In the city, the population was spread out, with 24.9% under the age of 18, 7.8% from 18 to 24, 25.2% from 25 to 44, 17.4% from 45 to 64, and 24.7% who were 65 years of age or older. The median age was 40 years. For every 100 females, there were 84.5 males. For every 100 females age 18 and over, there were 82.5 males.

The median income for a household in the city was $30,441, and the median income for a family was $38,611. Males had a median income of $28,839 versus $20,515 for females. The per capita income for the city was $16,429. About 6.3% of families and 7.7% of the population were below the poverty line, including 10.7% of those under age 18 and 6.2% of those age 65 or over.

==Education==
Elbow Lake is part of the West Central Area School system, which includes Barrett, Hoffman, Kensington, Wendell, and many other communities. Elementary school facilities are in Elbow Lake and Kensington, and the secondary school, which opened in 1995, is in Barrett, seven miles from Elbow Lake.

==Parks==
Elbow Lake has several parks within city limits that offer a variety of recreational opportunities, including softball fields, a volleyball court, lighted tennis courts, an ice skating rink with a warming house, a running track, playground equipment, picnic shelters, and a bandshell for summer entertainment.

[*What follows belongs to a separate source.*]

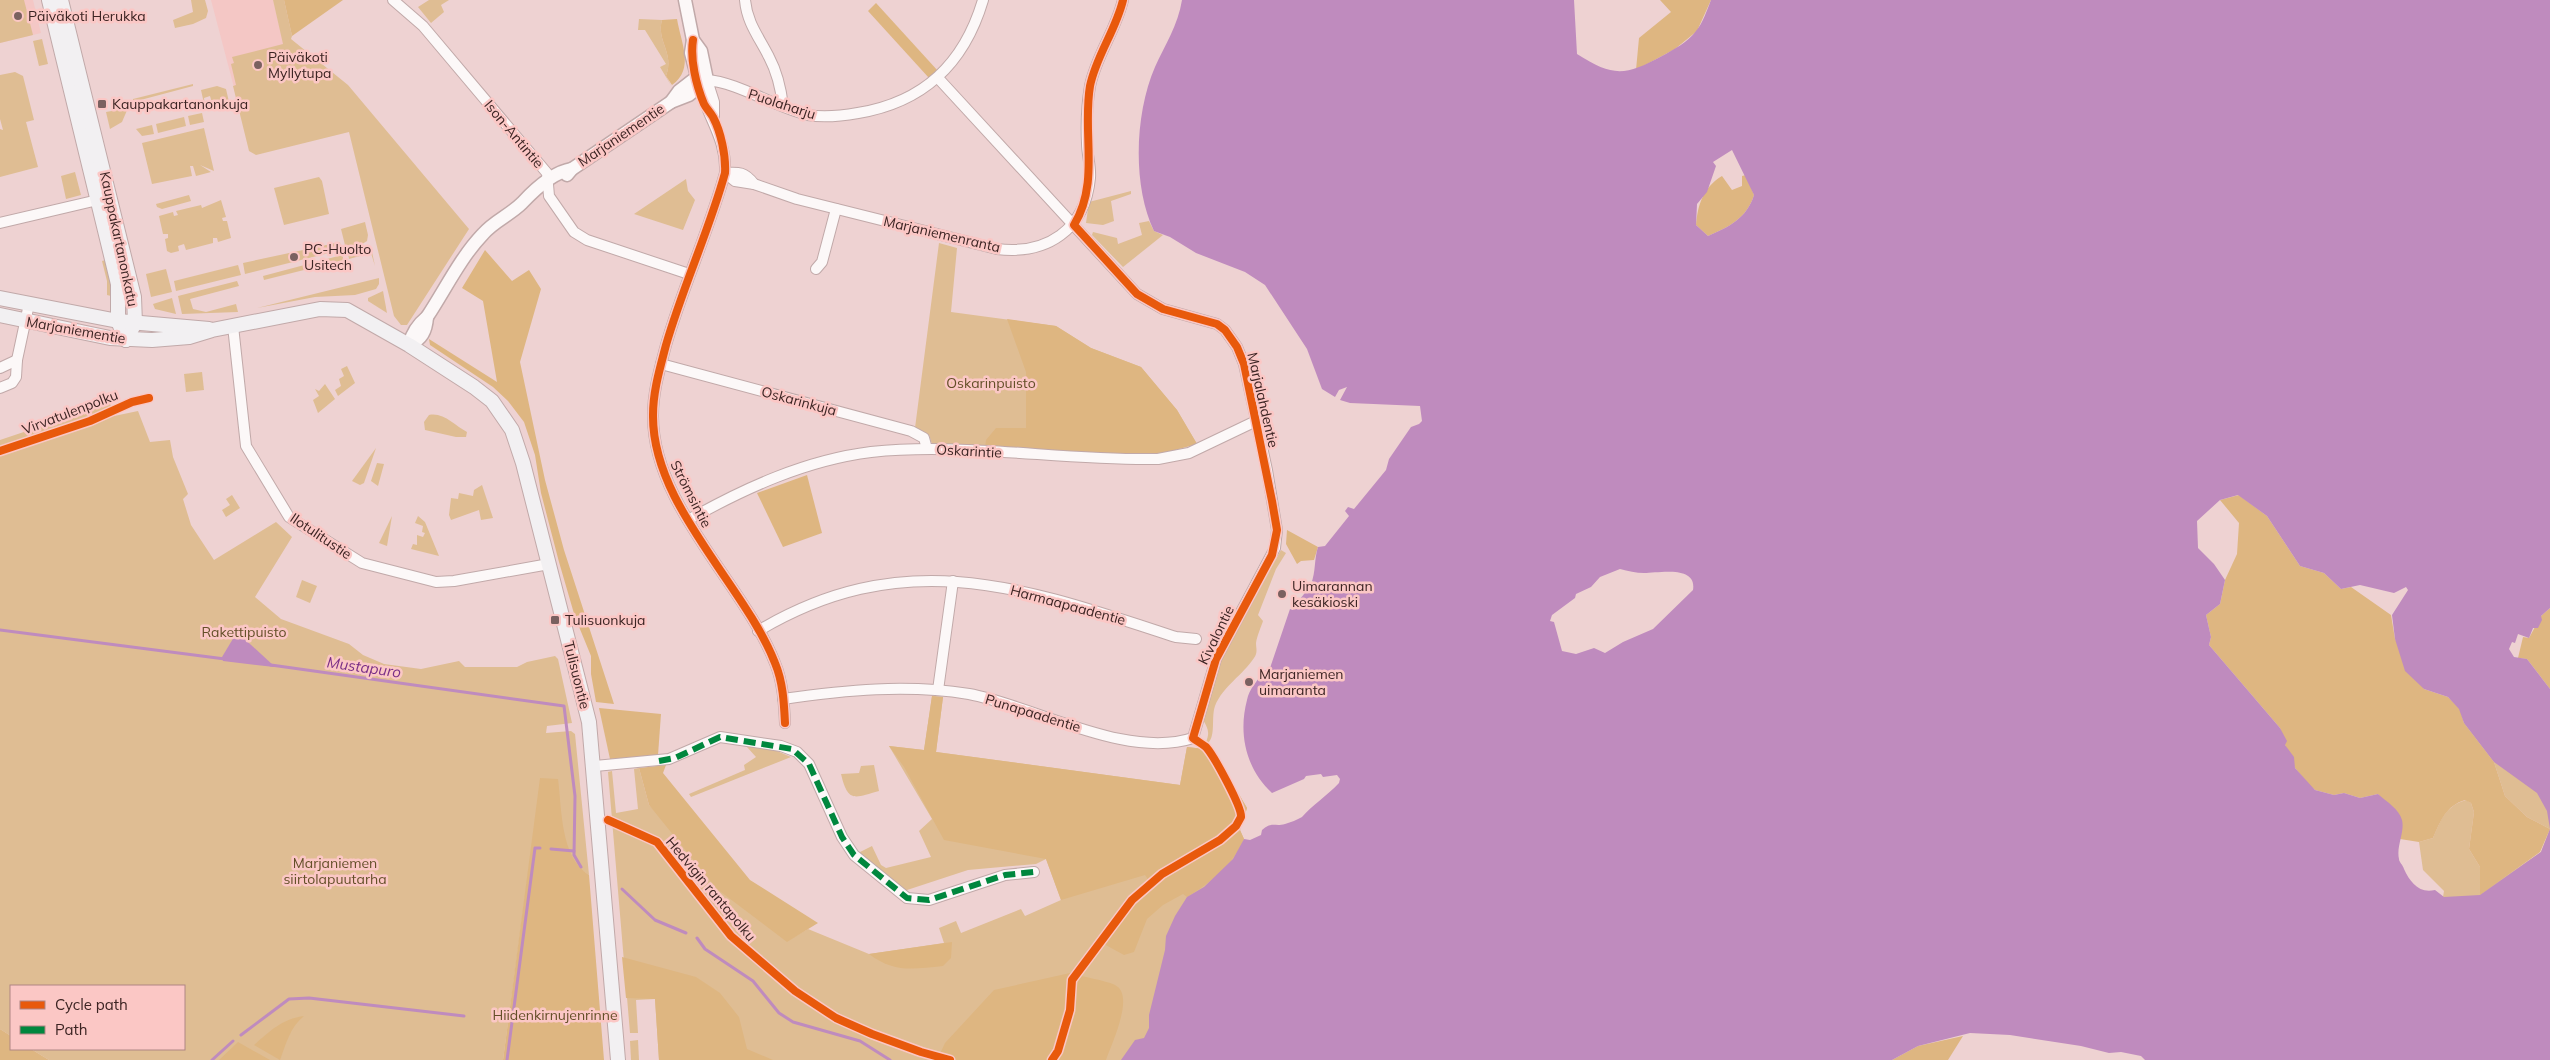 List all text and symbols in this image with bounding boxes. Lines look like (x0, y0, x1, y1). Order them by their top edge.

The Tipsinah Mounds Campground and park, four miles east of Elbow Lake on Pomme de Terre Lake, has a public swimming beach, playground equipment, hiking and nature trails, and an above-ground tornado shelter. Fairhaven Beach, on Pomme de Terre Lake, is a public swimming beach.

==Libraries==
Thorson Memorial Public Library is in Elbow Lake. It is Grant County's only library. It is in the Scofield Memorial Building, built in 1933 with funding from the Public Works Administration (PWA) and donated funds. The building was placed on the National Register of Historic Places in 2016.

Thorson Memorial Library is a member of Viking Library Regional Library System.